But it was all a bewildering blur of eyes and colours
till she found herself standing at the back of the
stage, her great bunch of asters and goldenrod held
well in front of her, and answering the nervous glance
of Lambert Sollas, the organist from Mr. Miles's
church, who had come up from Nettleton to play the
harmonium and sat behind it, his conductor's eye
running over the fluttered girls.
A moment later Mr. Miles, pink and twinkling, emerged
from the background, as if buoyed up on his broad white
gown, and briskly dominated the bowed heads in the
front rows. He prayed energetically and briefly
and then retired, and a fierce nod from Lambert Sollas
warned the girls that they were to follow at once with
"Home, Sweet Home." It was a joy to Charity to sing: it
seemed as though, for the first time, her secret
rapture might burst from her and flash its defiance at
the world. All the glow in her blood, the breath of
the summer earth, the rustle of the forest, the fresh
call of birds at sunrise, and the brooding midday
languors, seemed to pass into her untrained voice,
lifted and led by the sustaining chorus.
And then suddenly the song was over, and after an
uncertain pause, during which Miss Hatchard's pearl-
grey gloves started a furtive signalling down the hall,
Mr. Royall, emerging in turn, ascended the steps of the
stage and appeared behind the flower-wreathed desk. He
passed close to Charity, and she noticed that his
gravely set face wore the look of majesty that used to
awe and fascinate her childhood. His frock-coat had
been carefully brushed and ironed, and the ends of his
narrow black tie were so nearly even that the tying
must have cost him a protracted struggle. His
appearance struck her all the more because it was the
first time she had looked him full in the face since
the night at Nettleton, and nothing in his grave
and impressive demeanour revealed a trace of the
lamentable figure on the wharf.
He stood a moment behind the desk, resting his finger-
tips against it, and bending slightly toward his
audience; then he straightened himself and began.
At first she paid no heed to what he was saying: only
fragments of sentences, sonorous quotations, allusions
to illustrious men, including the obligatory tribute to
Honorius Hatchard, drifted past her inattentive ears.
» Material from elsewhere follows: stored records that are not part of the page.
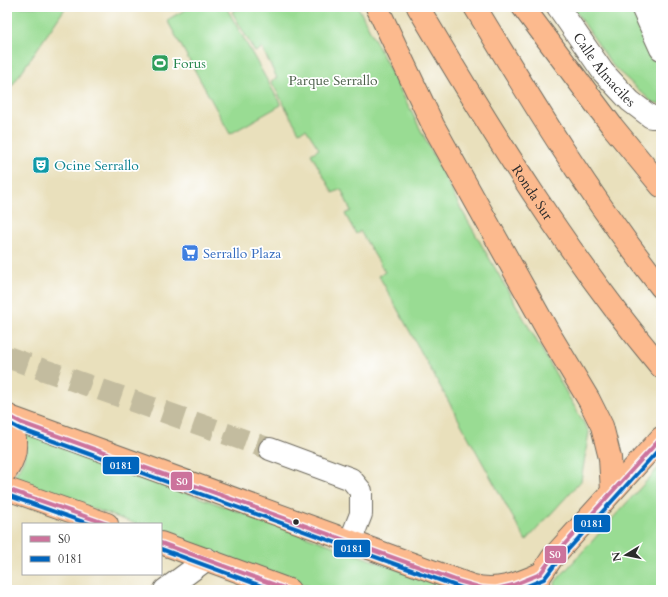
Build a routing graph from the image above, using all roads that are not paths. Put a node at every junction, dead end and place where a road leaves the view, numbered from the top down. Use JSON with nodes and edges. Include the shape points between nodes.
{"nodes":[{"id":1,"x":377,"y":7,"type":"edge"},
{"id":2,"x":418,"y":7,"type":"edge"},
{"id":3,"x":475,"y":7,"type":"edge"},
{"id":4,"x":523,"y":7,"type":"edge"},
{"id":5,"x":558,"y":7,"type":"edge"},
{"id":6,"x":642,"y":7,"type":"edge"},
{"id":7,"x":661,"y":49,"type":"edge"},
{"id":8,"x":661,"y":117,"type":"edge"},
{"id":9,"x":661,"y":186,"type":"edge"},
{"id":10,"x":661,"y":287,"type":"edge"},
{"id":11,"x":658,"y":364,"type":"edge"},
{"id":12,"x":8,"y":416,"type":"edge"},
{"id":13,"x":661,"y":438,"type":"edge"},
{"id":14,"x":270,"y":449,"type":"tunnel mouth"},
{"id":15,"x":7,"y":470,"type":"edge"},
{"id":16,"x":7,"y":489,"type":"edge"},
{"id":17,"x":612,"y":491,"type":"junction"},
{"id":18,"x":104,"y":523,"type":"edge"},
{"id":19,"x":350,"y":542,"type":"junction"},
{"id":20,"x":162,"y":543,"type":"edge"},
{"id":21,"x":207,"y":559,"type":"junction"},
{"id":22,"x":536,"y":582,"type":"edge"},
{"id":23,"x":165,"y":590,"type":"edge"},
{"id":24,"x":289,"y":590,"type":"edge"}],
"edges":[{"from":1,"to":17,"type":"main road","via":[[433,125],[602,426],[610,458]]},
{"from":2,"to":11,"type":"main road","name":"Ronda Sur","via":[[552,223]]},
{"from":3,"to":10,"type":"main road","via":[[553,136],[621,236]]},
{"from":4,"to":9,"type":"main road","via":[[612,126]]},
{"from":5,"to":8,"type":"street","name":"Calle Almaciles","via":[[603,72],[630,101],[650,117]]},
{"from":6,"to":7,"type":"street"},
{"from":12,"to":15,"type":"main road","via":[[16,440],[16,452]]},
{"from":12,"to":19,"type":"main road"},
{"from":13,"to":17,"type":"main road"},
{"from":14,"to":19,"type":"street","via":[[351,479],[361,491],[361,514]]},
{"from":16,"to":18,"type":"main road"},
{"from":17,"to":22,"type":"main road","via":[[552,558]]},
{"from":19,"to":22,"type":"main road","via":[[482,588],[496,589]]},
{"from":20,"to":21,"type":"main road"},
{"from":21,"to":23,"type":"street"},
{"from":21,"to":24,"type":"main road"}]}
She was trying to discover Harney among the notable
people in the front row; but he was nowhere near Miss
Hatchard, who, crowned by a pearl-grey hat that matched
her gloves, sat just below the desk, supported by Mrs.
Miles and an important-looking unknown lady. Charity
was near one end of the stage, and from where she sat
the other end of the first row of seats was cut off by
the screen of foliage masking the harmonium. The
effort to see Harney around the corner of the screen,
or through its interstices, made her unconscious of
everything else; but the effort was unsuccessful, and
gradually she found her attention arrested by her
guardian's discourse.
She had never heard him speak in public before,
but she was familiar with the rolling music of his
voice when he read aloud, or held forth to the
selectmen about the stove at Carrick Fry's. Today his
inflections were richer and graver than she had ever
known them: he spoke slowly, with pauses that seemed to
invite his hearers to silent participation in his
thought; and Charity perceived a light of response in
their faces.
He was nearing the end of his address..."Most of you,"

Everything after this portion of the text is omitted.